Ma non si può pensare di avere una panoramica completa della situazione se non si considerano le percentuali di obiezioni di coscienza negli ospedali pubblici, obiezioni che spesso comportano l’impossibilità fisica di praticare un’interruzione di gravidanza protetta e sicura. In Italia il tasso di obiezione è del 69,6 per cento per i ginecologi, del 47,5 per cento per gli anestesisti e del 45 per cento per il personale medico.
Una situazione critica, quella italiana, sanzionata nel 2014 anche dal comitato europeo dei diritti sociali del Consiglio d’Europa, che ha riconosciuto che a causa delle elevatissime percentuali di obiezione di coscienza l’Italia viola il diritto alla salute delle donne che vogliono abortire.
La legge n. 194 del 22 maggio 1978 “Norme per la tutela sociale della maternità e sull’interruzione volontaria della gravidanza” è stata una vera e propria conquista, combattuta sulla pelle delle giovani donne che fino alla metà degli anni settanta si vedevano costrette ad adottare pratiche che mettevano in pericolo la loro salute fisica e psicologica, senza alcun tipo di tutela da parte dello Stato, con il bene stare dei una classe politica e di un ceto medio fortemente cattolico e conservatore che non avrebbe concesso vita facile alle sostenitrici e ai sostenitori di una legge che prevedesse l’accompagnamento e l’esecuzione di questa procedura medica.

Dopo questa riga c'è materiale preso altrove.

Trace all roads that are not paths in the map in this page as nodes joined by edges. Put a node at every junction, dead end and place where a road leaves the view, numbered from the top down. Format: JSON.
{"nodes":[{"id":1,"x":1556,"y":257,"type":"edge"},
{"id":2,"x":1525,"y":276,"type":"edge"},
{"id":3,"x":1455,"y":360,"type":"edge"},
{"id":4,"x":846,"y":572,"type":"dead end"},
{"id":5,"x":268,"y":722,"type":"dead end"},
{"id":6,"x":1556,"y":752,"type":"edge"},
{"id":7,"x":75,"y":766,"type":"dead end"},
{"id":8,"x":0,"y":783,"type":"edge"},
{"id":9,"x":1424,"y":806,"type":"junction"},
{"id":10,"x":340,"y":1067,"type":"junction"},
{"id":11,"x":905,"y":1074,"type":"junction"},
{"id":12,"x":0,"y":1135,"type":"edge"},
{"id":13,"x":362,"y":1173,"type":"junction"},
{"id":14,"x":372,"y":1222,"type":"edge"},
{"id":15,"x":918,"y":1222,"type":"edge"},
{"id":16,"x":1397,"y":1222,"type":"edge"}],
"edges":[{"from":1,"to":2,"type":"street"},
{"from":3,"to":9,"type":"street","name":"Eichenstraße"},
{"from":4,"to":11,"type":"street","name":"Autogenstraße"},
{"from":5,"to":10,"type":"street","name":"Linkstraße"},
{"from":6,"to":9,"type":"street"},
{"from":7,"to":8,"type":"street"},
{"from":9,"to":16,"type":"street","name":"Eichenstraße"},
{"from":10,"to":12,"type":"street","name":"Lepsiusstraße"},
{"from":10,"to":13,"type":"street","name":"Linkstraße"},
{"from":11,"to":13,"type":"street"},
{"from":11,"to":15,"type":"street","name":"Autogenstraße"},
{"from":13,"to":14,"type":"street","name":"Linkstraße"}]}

Come è possibile notare, si possono fare dei parallelismi tra l’attuale situazione polacca e quella italiana e sicuramente delle considerazioni sono doverose.
Trovarsi di fronte alla situazione di prendere scelte drastiche e così importanti come è quella di un aborto, possono essere prevenute oppure guidate per fare in modo che tale passaggio non avvenga in modo dannoso e discusso, a tal punto che talvolta una donna può ritrovarsi completamente sola nel dover affrontare un momento così delicato.
Dirigendomi verso la conclusione di questa breve riflessione, mi sorge spontaneo un collegamento con un interessante documentario del 1963 di Pier Paolo Pasolini: “Comizi d’amore”, il quale aveva come tema centrale quello della conoscenza dell’opinione degli italiani sulla sessualità e il loro modo di relazionarvisi. Il risultato ottenuto si presentava molto controverso e mostrava da una parte il desiderio di conoscere e approfondire tematiche poco note e dall’altra emergeva forte il timore di avvicinare un tabù da sempre celato.
Questa ignoranza, che in parte perdura ancora oggi, e può portare a problemi di conoscenza (e di coscienza), può essere colmata a mio avviso, da: corsi di educazione all’affettività, educazione di genere, esperienze laboratoriali, diffusione della conoscenza e dell’uso di contraccettivi nelle scuole di ogni ordine e grado; iniziative promosse e diffuse dallo Stato, in concerto con i ministeri dell’istruzione e della salute.
Le conquiste sociali e le battaglie per il riconoscimento dei diritti vengono sostenute anche per le generazioni successive, con la speranza che queste abbiamo gli strumenti per mantenerle e sostenerle.
Non è mai troppo tardi per migliorare.